In fact, outdoor activity is being encouraged by state agencies such as State Parks and the NY Department of Environmental Conservation (DEC), as well as some government officials. Governor Andrew Cuomo has waived entrance fees at all state parks and DEC has maintained its spring trout stocking schedule. A recent bulletin from NYDEC titled NEW YORK’S OUTDOORS ARE OPEN included the following: During the current COVID-19 public health crisis, getting outdoors and connecting with nature is a way to help maintain our mental and physical health. Scientific studies show that time outside in nature significantly reduces stress and anxiety, lowers blood pressure, improves mood, energy, and sleep, and boosts the immune system.

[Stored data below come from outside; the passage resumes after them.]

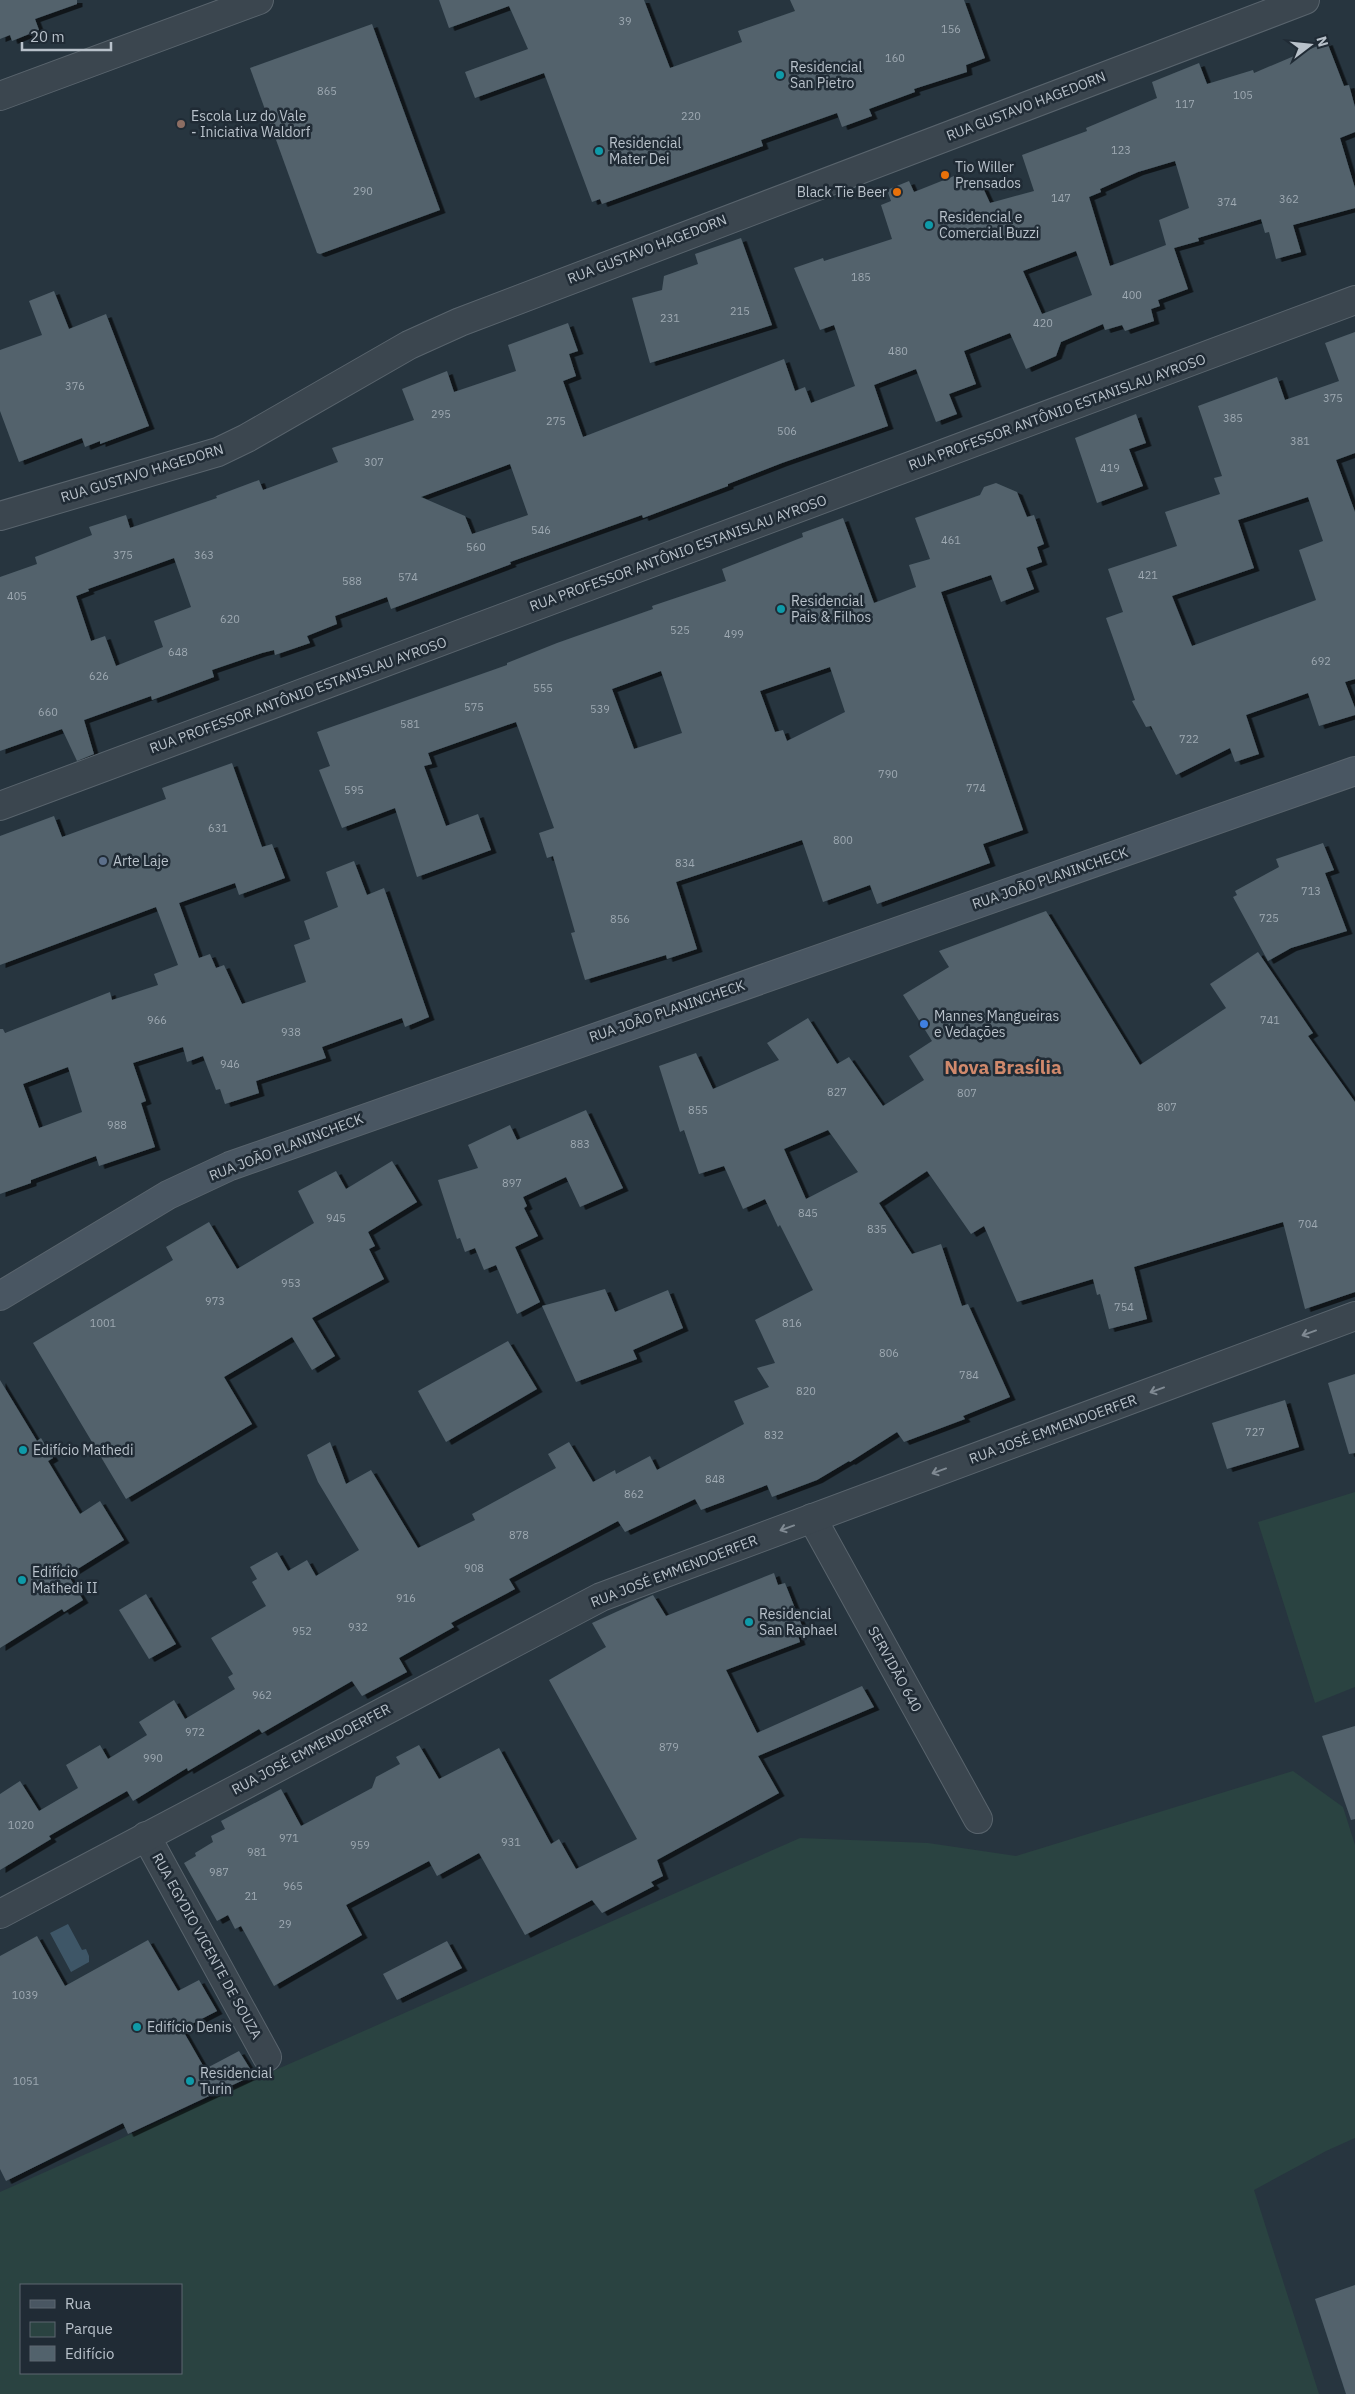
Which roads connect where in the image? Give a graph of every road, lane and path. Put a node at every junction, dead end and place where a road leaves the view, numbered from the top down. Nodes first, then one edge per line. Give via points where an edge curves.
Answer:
1 (259, 0) edge
2 (1305, 0) edge
3 (0, 96) edge
4 (1355, 300) edge
5 (0, 516) edge
6 (1355, 771) edge
7 (0, 806) edge
8 (0, 1296) edge
9 (1355, 1316) edge
10 (812, 1518) junction
11 (978, 1819) dead end
12 (146, 1836) junction
13 (0, 1914) edge
14 (267, 2057) dead end

1 - 3 street
2 - 5 street, RUA GUSTAVO HAGEDORN via 460,322 409,345 218,452
4 - 7 street, RUA PROFESSOR ANTÔNIO ESTANISLAU AYROSO
6 - 8 main road, RUA JOÃO PLANINCHECK via 230,1166 168,1195
9 -> 10 street, RUA JOSÉ EMMENDOERFER
10 - 11 street, SERVIDÃO 640
10 -> 12 street, RUA JOSÉ EMMENDOERFER via 601,1597
12 - 13 street, RUA JOSÉ EMMENDOERFER
12 - 14 street, RUA EGYDIO VICENTE DE SOUZA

Another press release published on March 24 promoting the April 1 opening of trout season (most Long Island trout waters are open all year) and their trout stocking program included the following: While enjoying the outdoors, please continue to follow the CDC/New York State Department of Health guidelines for preventing the spread of colds, flu, and COVID-19. When fishing, DEC recommends avoiding busy waters and following the guidelines on DEC’s website about fishing responsibly in New York State. If an angler arrives at a parking lot and there are several cars, they should consider going to another parking lot. If an angler is fishing upstream, they should fish downstream of the other angler or consider fishing another day. Anglers fishing from boats should be able to maintain at least six feet of distance between one another. For more information about the benefits of being outdoors safely and responsibly, go to DEC’s website.

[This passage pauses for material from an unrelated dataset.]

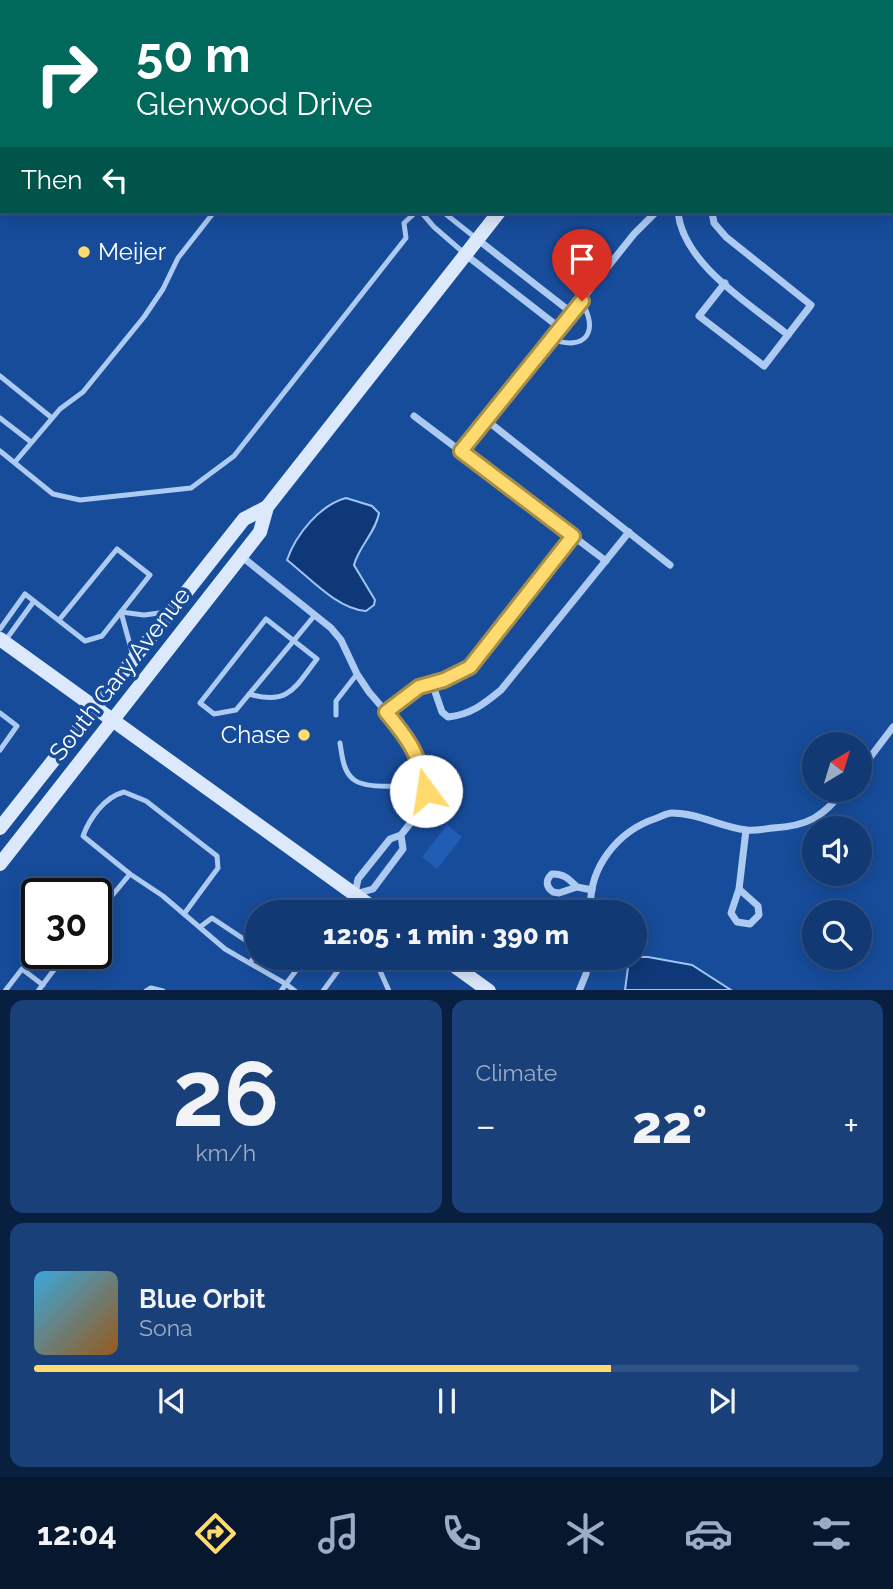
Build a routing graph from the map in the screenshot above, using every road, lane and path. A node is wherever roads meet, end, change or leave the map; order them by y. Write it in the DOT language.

A COVID-19 Update from State Parks read: New York state parks, trails and grounds of historic sites are open for open air outdoor recreation. Governor Cuomo is urging all New Yorkers to stay home as much as possible. If you do plan on visiting, it should be for a healthy nature break. For the safety of all visitors and to stop the spread of COVID-19, all State Park playgrounds, athletic courts and sporting fields are CLOSED. Please limit outdoor recreational activities to non-contact, and avoid activities where you may come in close contact with other people. If you arrive at a park and crowds are forming, choose a different park or trail, or return another time/day to visit. We appreciate your support and patience as we navigate this public health crisis together. Learn more about COVID-19 and its impact on NY State Parks. Visit: COVID-19 UPDATE

And then there was President Trump’s son, Donald Jr. who posted this on Instagram: “If you have to self-isolate and practice social distancing with only close friends and family, you might as well go fishing. Get your kids and take them to your local pond, river, lake or ocean. Seems like a perfect time to get outdoors and away from everyone else. If you are looking to do something to pass the time, fishing is as good an experience I can think of for family time.”

In short, there is no reason not to go fishing providing you follow the guidelines detailed above. Currently options are limited but you don’t have to catch fish to justify going fishing. Just being able to get outdoors and cast a line should be therapeutic enough given the current state of affairs. Trout fishing in a nearby lake or pond is a good option. You might try for some herring or hit the beach or shoreline in places like Jamaica Bay, Little Neck Bay, Jones Beach, Robert Moses, Quogue Canal or the Peconic River for some early striper action. Come April 1, the options expand as flounder and blackfish seasons open in New York. There is optimism that this spring’s blackfish season will be a productive one given the quality of the fishing last fall. So shed any feelings of guilt and get out and spend some time outdoors. And if you have kids, be sure to bring them along.